Aim of the task:
Every record must be restated exactly. Drop the images.

Content starts

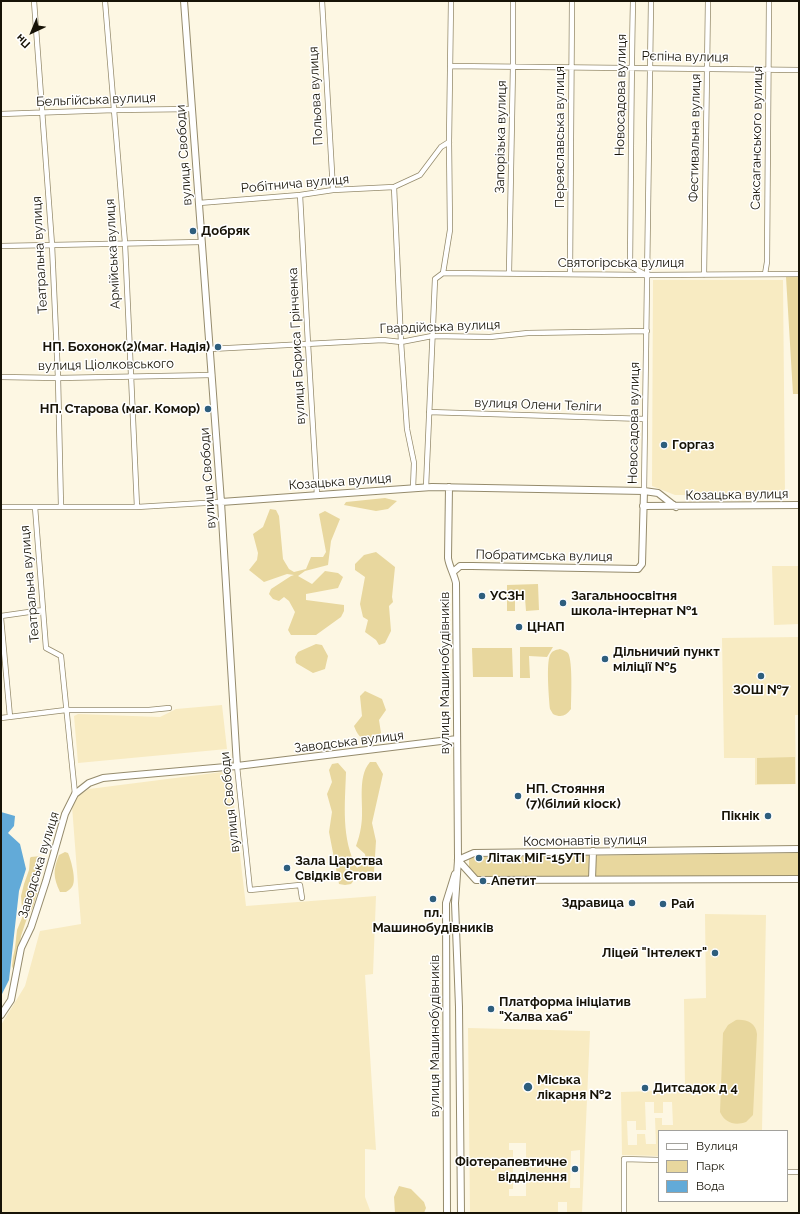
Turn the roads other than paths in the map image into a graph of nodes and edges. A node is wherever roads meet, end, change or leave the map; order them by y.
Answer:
1 (34, 1) edge
2 (105, 1) edge
3 (184, 1) edge
4 (322, 1) edge
5 (451, 1) edge
6 (513, 1) edge
7 (572, 1) edge
8 (633, 1) edge
9 (651, 1) edge
10 (708, 1) edge
11 (769, 1) edge
12 (450, 66) junction
13 (513, 66) junction
14 (572, 67) junction
15 (631, 68) junction
16 (650, 68) junction
17 (707, 69) junction
18 (769, 69) junction
19 (799, 70) edge
20 (192, 109) junction
21 (114, 110) junction
22 (42, 113) junction
23 (1, 114) edge
24 (448, 142) junction
25 (394, 187) junction
26 (333, 190) junction
27 (300, 195) junction
28 (199, 203) junction
29 (202, 242) junction
30 (125, 243) junction
31 (52, 245) junction
32 (1, 246) edge
33 (443, 273) junction
34 (509, 273) junction
35 (570, 274) junction
36 (765, 274) junction
37 (799, 274) edge
38 (647, 275) junction
39 (704, 275) junction
40 (647, 331) junction
41 (432, 336) junction
42 (401, 342) junction
43 (308, 344) junction
44 (210, 349) junction
45 (212, 375) junction
46 (131, 376) junction
47 (1, 377) edge
48 (58, 378) junction
49 (429, 412) junction
50 (645, 420) junction
51 (426, 487) junction
52 (449, 487) junction
53 (413, 488) junction
54 (644, 491) junction
55 (317, 495) junction
56 (221, 502) junction
57 (799, 505) edge
58 (643, 506) junction
59 (1, 507) edge
60 (34, 507) junction
61 (61, 507) junction
62 (137, 507) junction
63 (676, 507) junction
64 (638, 570) joint
65 (453, 572) junction
66 (43, 610) junction
67 (1, 617) edge
68 (169, 708) dead end
69 (66, 710) junction
70 (10, 717) junction
71 (1, 718) edge
72 (457, 740) junction
73 (237, 766) junction
74 (76, 794) junction
75 (799, 849) edge
76 (592, 851) junction
77 (458, 860) junction
78 (592, 879) junction
79 (799, 879) edge
80 (302, 898) dead end
81 (1, 1014) edge
82 (658, 1160) edge
83 (788, 1172) edge
84 (799, 1172) edge
85 (447, 1213) edge
86 (461, 1213) edge
87 (624, 1213) edge

1 - 22 street, Театральна вулиця
2 - 21 street, Армійська вулиця
3 - 20 street, вулиця Свободи
4 - 26 street, Польова вулиця
5 - 12 street
6 - 13 street, Запорізька вулиця
7 - 14 street, Переяславська вулиця
8 - 15 street, Новосадова вулиця
9 - 16 street, Новосадова вулиця
10 - 17 street, Фестивальна вулиця
11 - 18 street, Саксаганського вулиця
12 - 13 street, Рєпіна вулиця
12 - 24 street
13 - 14 street, Рєпіна вулиця
13 - 34 street, Запорізька вулиця
14 - 15 street, Рєпіна вулиця
14 - 35 street, Переяславська вулиця
15 - 16 street, Рєпіна вулиця
15 - 38 street, Новосадова вулиця
16 - 17 street, Рєпіна вулиця
16 - 38 street, Новосадова вулиця
17 - 18 street, Рєпіна вулиця
17 - 39 street, Фестивальна вулиця
18 - 19 street, Рєпіна вулиця
18 - 36 street, Саксаганського вулиця
20 - 21 street, Бельгійська вулиця
20 - 28 street, вулиця Свободи
21 - 22 street, Бельгійська вулиця
21 - 30 street, Армійська вулиця
22 - 23 street, Бельгійська вулиця
22 - 31 street, Театральна вулиця
24 - 25 street
24 - 33 street
25 - 26 street, Робітнича вулиця
25 - 42 street
26 - 27 street, Робітнича вулиця
27 - 28 street, Робітнича вулиця
27 - 43 street, вулиця Бориса Грінченка
28 - 29 street, вулиця Свободи
29 - 30 street
29 - 44 street, вулиця Свободи
30 - 31 street
30 - 46 street, Армійська вулиця
31 - 32 street
31 - 48 street, Театральна вулиця
33 - 34 street, Святогірська вулиця
33 - 41 street
34 - 35 street, Святогірська вулиця
35 - 38 street, Святогірська вулиця
36 - 37 street, Святогірська вулиця
36 - 39 street, Святогірська вулиця
38 - 39 street, Святогірська вулиця
38 - 40 street, Новосадова вулиця
40 - 41 street, Гвардійська вулиця
40 - 50 street, Новосадова вулиця
41 - 42 street, Гвардійська вулиця
41 - 49 street
42 - 43 street, Гвардійська вулиця
42 - 53 street
43 - 44 street, Гвардійська вулиця
43 - 55 street, вулиця Бориса Грінченка
44 - 45 street, вулиця Свободи
45 - 46 street, вулиця Ціолковського
45 - 56 street, вулиця Свободи
46 - 48 street, вулиця Ціолковського
46 - 62 street, Армійська вулиця
47 - 48 street, вулиця Ціолковського
48 - 61 street, Театральна вулиця
49 - 50 street, вулиця Олени Теліги
49 - 51 street
50 - 54 street, Новосадова вулиця
51 - 52 street, Козацька вулиця
51 - 53 street, Козацька вулиця
52 - 54 street, Козацька вулиця
52 - 65 street, вулиця Машинобудівників
53 - 55 street, Козацька вулиця
54 - 58 street, Новосадова вулиця
54 - 63 street, Козацька вулиця
55 - 56 street, Козацька вулиця
56 - 62 street, Козацька вулиця
56 - 73 street, вулиця Свободи
57 - 63 street, Козацька вулиця
58 - 63 street, Козацька вулиця
58 - 64 street, Новосадова вулиця
59 - 60 street, Козацька вулиця
60 - 61 street, Козацька вулиця
60 - 66 street, Театральна вулиця
61 - 62 street, Козацька вулиця
64 - 65 street, Побратимська вулиця
65 - 72 street, вулиця Машинобудівників
66 - 67 street
66 - 69 street, Театральна вулиця
67 - 70 street
68 - 69 street
69 - 70 street
69 - 74 street, Театральна вулиця
70 - 71 street
72 - 73 street, Заводська вулиця
72 - 77 street, вулиця Машинобудівників
73 - 74 street, Заводська вулиця
73 - 80 street, вулиця Свободи
74 - 81 street, Заводська вулиця
75 - 76 street, Космонавтів вулиця
76 - 77 street, Космонавтів вулиця
76 - 78 street
77 - 78 street
77 - 85 street, вулиця Машинобудівників
77 - 86 street, вулиця Машинобудівників
78 - 79 street
82 - 87 street
83 - 84 street

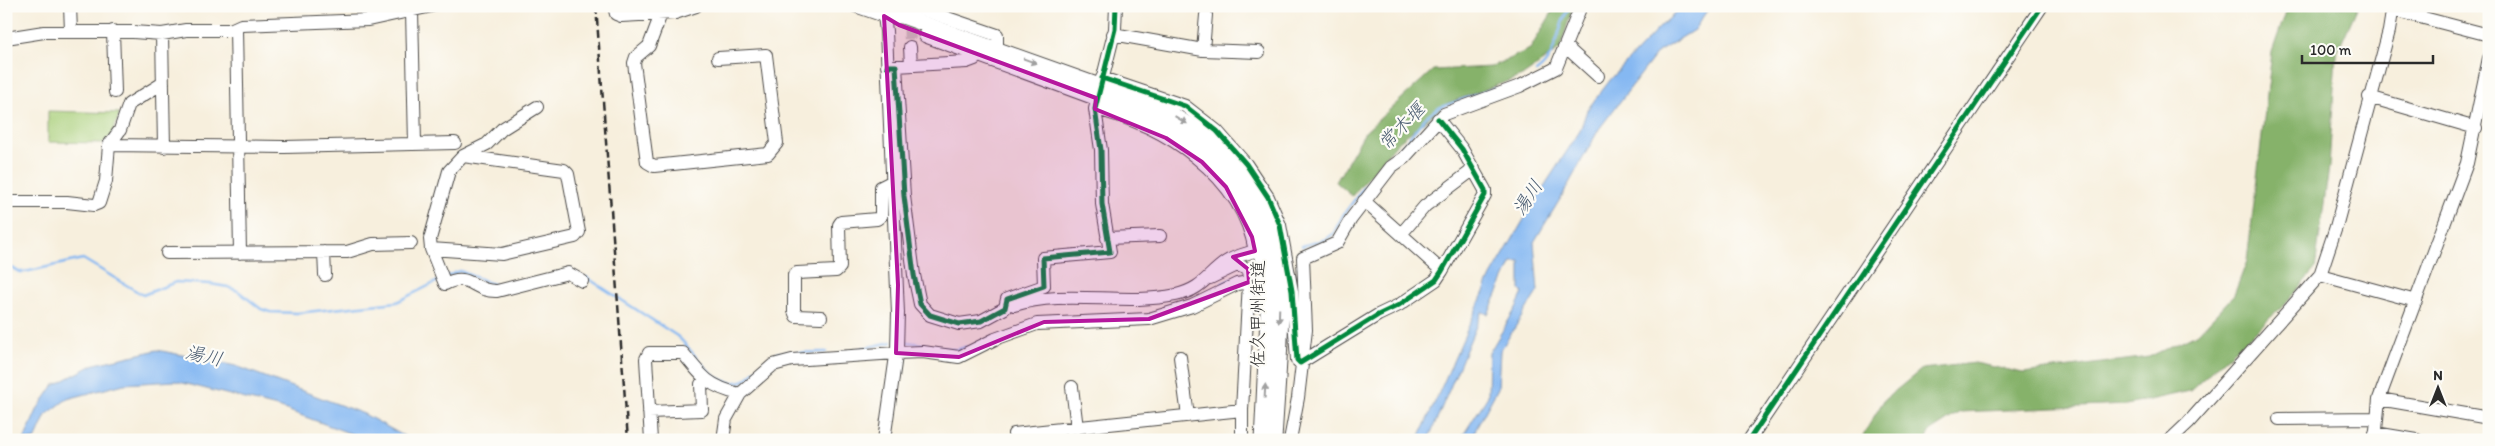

Content ends

Result of the task:
Turn the roads other than paths in the map image into a graph of nodes and edges. A node is wherever roads meet, end, change or leave the map; order them by y.
Answer:
1 (34, 1) edge
2 (105, 1) edge
3 (184, 1) edge
4 (322, 1) edge
5 (451, 1) edge
6 (513, 1) edge
7 (572, 1) edge
8 (633, 1) edge
9 (651, 1) edge
10 (708, 1) edge
11 (769, 1) edge
12 (450, 66) junction
13 (513, 66) junction
14 (572, 67) junction
15 (631, 68) junction
16 (650, 68) junction
17 (707, 69) junction
18 (769, 69) junction
19 (799, 70) edge
20 (192, 109) junction
21 (114, 110) junction
22 (42, 113) junction
23 (1, 114) edge
24 (448, 142) junction
25 (394, 187) junction
26 (333, 190) junction
27 (300, 195) junction
28 (199, 203) junction
29 (202, 242) junction
30 (125, 243) junction
31 (52, 245) junction
32 (1, 246) edge
33 (443, 273) junction
34 (509, 273) junction
35 (570, 274) junction
36 (765, 274) junction
37 (799, 274) edge
38 (647, 275) junction
39 (704, 275) junction
40 (647, 331) junction
41 (432, 336) junction
42 (401, 342) junction
43 (308, 344) junction
44 (210, 349) junction
45 (212, 375) junction
46 (131, 376) junction
47 (1, 377) edge
48 (58, 378) junction
49 (429, 412) junction
50 (645, 420) junction
51 (426, 487) junction
52 (449, 487) junction
53 (413, 488) junction
54 (644, 491) junction
55 (317, 495) junction
56 (221, 502) junction
57 (799, 505) edge
58 (643, 506) junction
59 (1, 507) edge
60 (34, 507) junction
61 (61, 507) junction
62 (137, 507) junction
63 (676, 507) junction
64 (638, 570) joint
65 (453, 572) junction
66 (43, 610) junction
67 (1, 617) edge
68 (169, 708) dead end
69 (66, 710) junction
70 (10, 717) junction
71 (1, 718) edge
72 (457, 740) junction
73 (237, 766) junction
74 (76, 794) junction
75 (799, 849) edge
76 (592, 851) junction
77 (458, 860) junction
78 (592, 879) junction
79 (799, 879) edge
80 (302, 898) dead end
81 (1, 1014) edge
82 (658, 1160) edge
83 (788, 1172) edge
84 (799, 1172) edge
85 (447, 1213) edge
86 (461, 1213) edge
87 (624, 1213) edge

1 - 22 street, Театральна вулиця
2 - 21 street, Армійська вулиця
3 - 20 street, вулиця Свободи
4 - 26 street, Польова вулиця
5 - 12 street
6 - 13 street, Запорізька вулиця
7 - 14 street, Переяславська вулиця
8 - 15 street, Новосадова вулиця
9 - 16 street, Новосадова вулиця
10 - 17 street, Фестивальна вулиця
11 - 18 street, Саксаганського вулиця
12 - 13 street, Рєпіна вулиця
12 - 24 street
13 - 14 street, Рєпіна вулиця
13 - 34 street, Запорізька вулиця
14 - 15 street, Рєпіна вулиця
14 - 35 street, Переяславська вулиця
15 - 16 street, Рєпіна вулиця
15 - 38 street, Новосадова вулиця
16 - 17 street, Рєпіна вулиця
16 - 38 street, Новосадова вулиця
17 - 18 street, Рєпіна вулиця
17 - 39 street, Фестивальна вулиця
18 - 19 street, Рєпіна вулиця
18 - 36 street, Саксаганського вулиця
20 - 21 street, Бельгійська вулиця
20 - 28 street, вулиця Свободи
21 - 22 street, Бельгійська вулиця
21 - 30 street, Армійська вулиця
22 - 23 street, Бельгійська вулиця
22 - 31 street, Театральна вулиця
24 - 25 street
24 - 33 street
25 - 26 street, Робітнича вулиця
25 - 42 street
26 - 27 street, Робітнича вулиця
27 - 28 street, Робітнича вулиця
27 - 43 street, вулиця Бориса Грінченка
28 - 29 street, вулиця Свободи
29 - 30 street
29 - 44 street, вулиця Свободи
30 - 31 street
30 - 46 street, Армійська вулиця
31 - 32 street
31 - 48 street, Театральна вулиця
33 - 34 street, Святогірська вулиця
33 - 41 street
34 - 35 street, Святогірська вулиця
35 - 38 street, Святогірська вулиця
36 - 37 street, Святогірська вулиця
36 - 39 street, Святогірська вулиця
38 - 39 street, Святогірська вулиця
38 - 40 street, Новосадова вулиця
40 - 41 street, Гвардійська вулиця
40 - 50 street, Новосадова вулиця
41 - 42 street, Гвардійська вулиця
41 - 49 street
42 - 43 street, Гвардійська вулиця
42 - 53 street
43 - 44 street, Гвардійська вулиця
43 - 55 street, вулиця Бориса Грінченка
44 - 45 street, вулиця Свободи
45 - 46 street, вулиця Ціолковського
45 - 56 street, вулиця Свободи
46 - 48 street, вулиця Ціолковського
46 - 62 street, Армійська вулиця
47 - 48 street, вулиця Ціолковського
48 - 61 street, Театральна вулиця
49 - 50 street, вулиця Олени Теліги
49 - 51 street
50 - 54 street, Новосадова вулиця
51 - 52 street, Козацька вулиця
51 - 53 street, Козацька вулиця
52 - 54 street, Козацька вулиця
52 - 65 street, вулиця Машинобудівників
53 - 55 street, Козацька вулиця
54 - 58 street, Новосадова вулиця
54 - 63 street, Козацька вулиця
55 - 56 street, Козацька вулиця
56 - 62 street, Козацька вулиця
56 - 73 street, вулиця Свободи
57 - 63 street, Козацька вулиця
58 - 63 street, Козацька вулиця
58 - 64 street, Новосадова вулиця
59 - 60 street, Козацька вулиця
60 - 61 street, Козацька вулиця
60 - 66 street, Театральна вулиця
61 - 62 street, Козацька вулиця
64 - 65 street, Побратимська вулиця
65 - 72 street, вулиця Машинобудівників
66 - 67 street
66 - 69 street, Театральна вулиця
67 - 70 street
68 - 69 street
69 - 70 street
69 - 74 street, Театральна вулиця
70 - 71 street
72 - 73 street, Заводська вулиця
72 - 77 street, вулиця Машинобудівників
73 - 74 street, Заводська вулиця
73 - 80 street, вулиця Свободи
74 - 81 street, Заводська вулиця
75 - 76 street, Космонавтів вулиця
76 - 77 street, Космонавтів вулиця
76 - 78 street
77 - 78 street
77 - 85 street, вулиця Машинобудівників
77 - 86 street, вулиця Машинобудівників
78 - 79 street
82 - 87 street
83 - 84 street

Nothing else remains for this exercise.